C’est avec une maîtrise toute insulaire de l’art de l’understatement que l’ancien patron du MI6 prévoyait, la semaine passée, « des problèmes à long terme pour la sécurité Britannique », problèmes directement liés au départ du Royaume Uni de la Communauté Economique Européenne. Car les opérations de surveillance et de suivi, ainsi que la communication inter services est avant tout une question de flux de données. Et précisément, les règles d’échanges de ces données entre partenaires Européens et services étrangers sont radicalement différentes. En d’autres termes, les services de renseignement d’Outre Manche, souvent accusés de faire en permanence le jeu des agences à trois lettres, demeureraient alliés, mais alliés plus ou moins pestiférés.

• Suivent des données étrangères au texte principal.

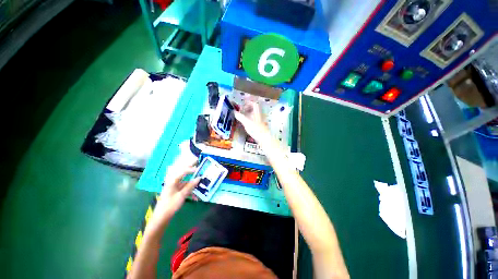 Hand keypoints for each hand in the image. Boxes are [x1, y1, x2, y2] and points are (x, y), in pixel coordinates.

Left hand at [149, 163, 200, 228]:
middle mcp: (173, 182)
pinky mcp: (176, 191)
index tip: (198, 169)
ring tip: (199, 176)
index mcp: (172, 181)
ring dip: (191, 179)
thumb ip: (190, 186)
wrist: (161, 217)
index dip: (190, 169)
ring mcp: (174, 186)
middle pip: (182, 172)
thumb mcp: (182, 196)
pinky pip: (184, 186)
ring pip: (184, 179)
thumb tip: (199, 178)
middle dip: (190, 167)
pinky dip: (190, 188)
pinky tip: (195, 193)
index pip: (182, 171)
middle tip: (197, 161)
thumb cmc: (170, 205)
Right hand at [234, 101, 270, 143]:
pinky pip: (255, 120)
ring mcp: (261, 121)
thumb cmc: (256, 129)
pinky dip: (250, 120)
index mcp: (257, 113)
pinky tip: (247, 124)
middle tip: (242, 111)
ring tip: (243, 117)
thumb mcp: (247, 122)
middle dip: (248, 109)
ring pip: (255, 115)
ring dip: (249, 114)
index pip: (254, 104)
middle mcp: (260, 116)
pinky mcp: (260, 127)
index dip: (249, 103)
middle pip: (255, 109)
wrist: (264, 139)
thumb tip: (234, 112)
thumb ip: (240, 117)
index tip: (243, 104) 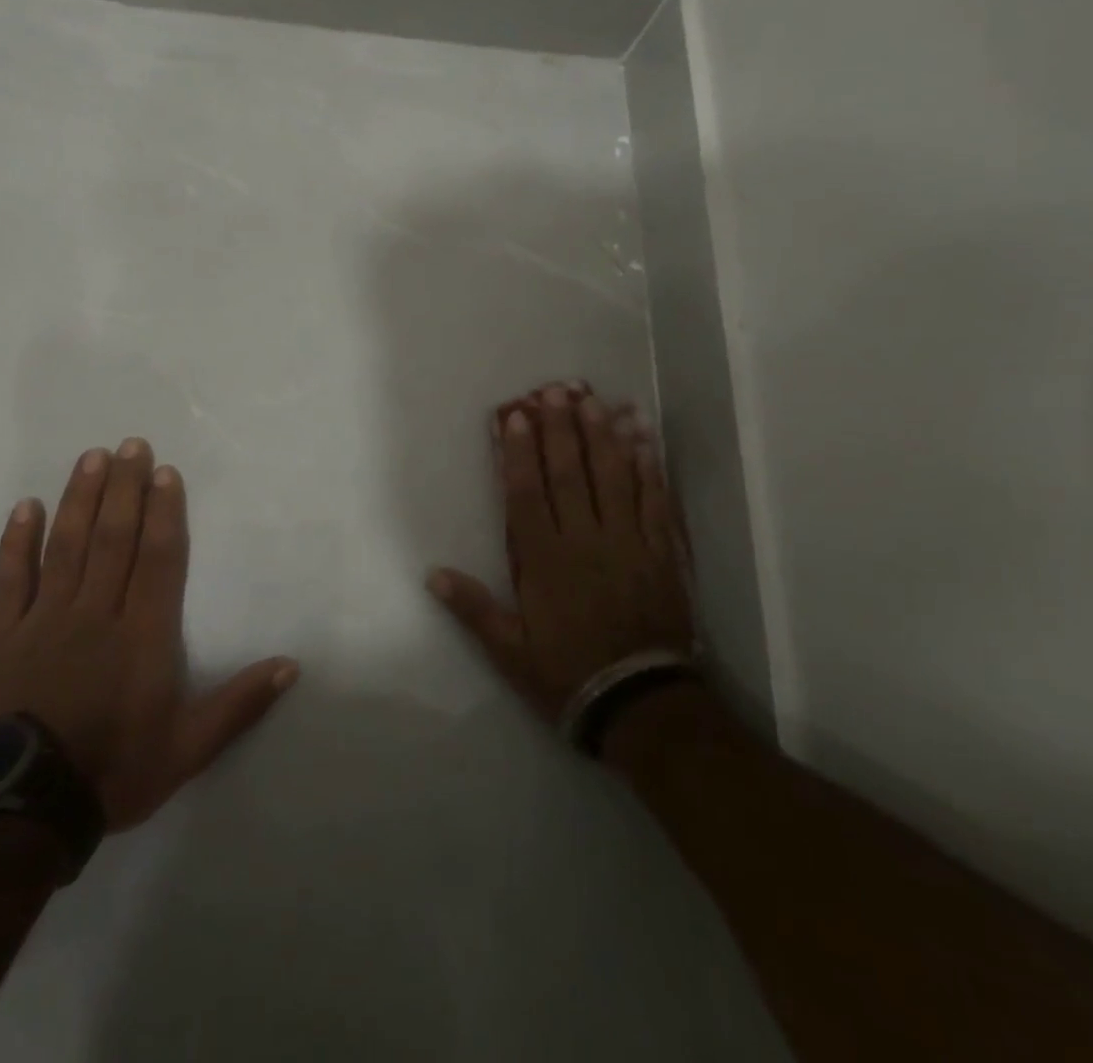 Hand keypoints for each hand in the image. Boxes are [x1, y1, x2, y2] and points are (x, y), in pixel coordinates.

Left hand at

Politiquement parlant, le gouvernement de Thérésa May doit marquer cette séparation en diminuant fortement les relations étroites anglo-européennes. Et ce malgré les avertissements du Royal United Services Institute (Rusi). Le « Rusi », au fil d’une note d’information, s’inquiète de cette situation, notamment en matière de lutte contre le terrorisme et le crime organisé. On ne peut demander le divorce et exiger des rapports conjugaux étroits et chaleureux, laisse entendre un article du Register.
Il faudra donc redéfinir les termes du contrat pour les années à venir, tout en sachant que ces termes s’établiront certainement en défaveur de M, de Q et de James Bond. D’autant plus en défaveur que, sur un tout autre chapitre, celui de la capture et de la rétention des données réalisées en vertu du Power Act, la Grande Bretagne n’aurait jamais envisagé de respecter les règlementations Européennes en vigueur … Et les négociateurs côté Européen sauront se souvenir de cette attitude sinon hostile, du moins peu coopérative.
Pourtant, tant d’un point de vue géostratégique (et donc militaire) que sous l’angle du renseignement, il est également impossible à l’U.E. de couper le dialogue avec ce voisin, chez qui l’intelligence est avant tout un service.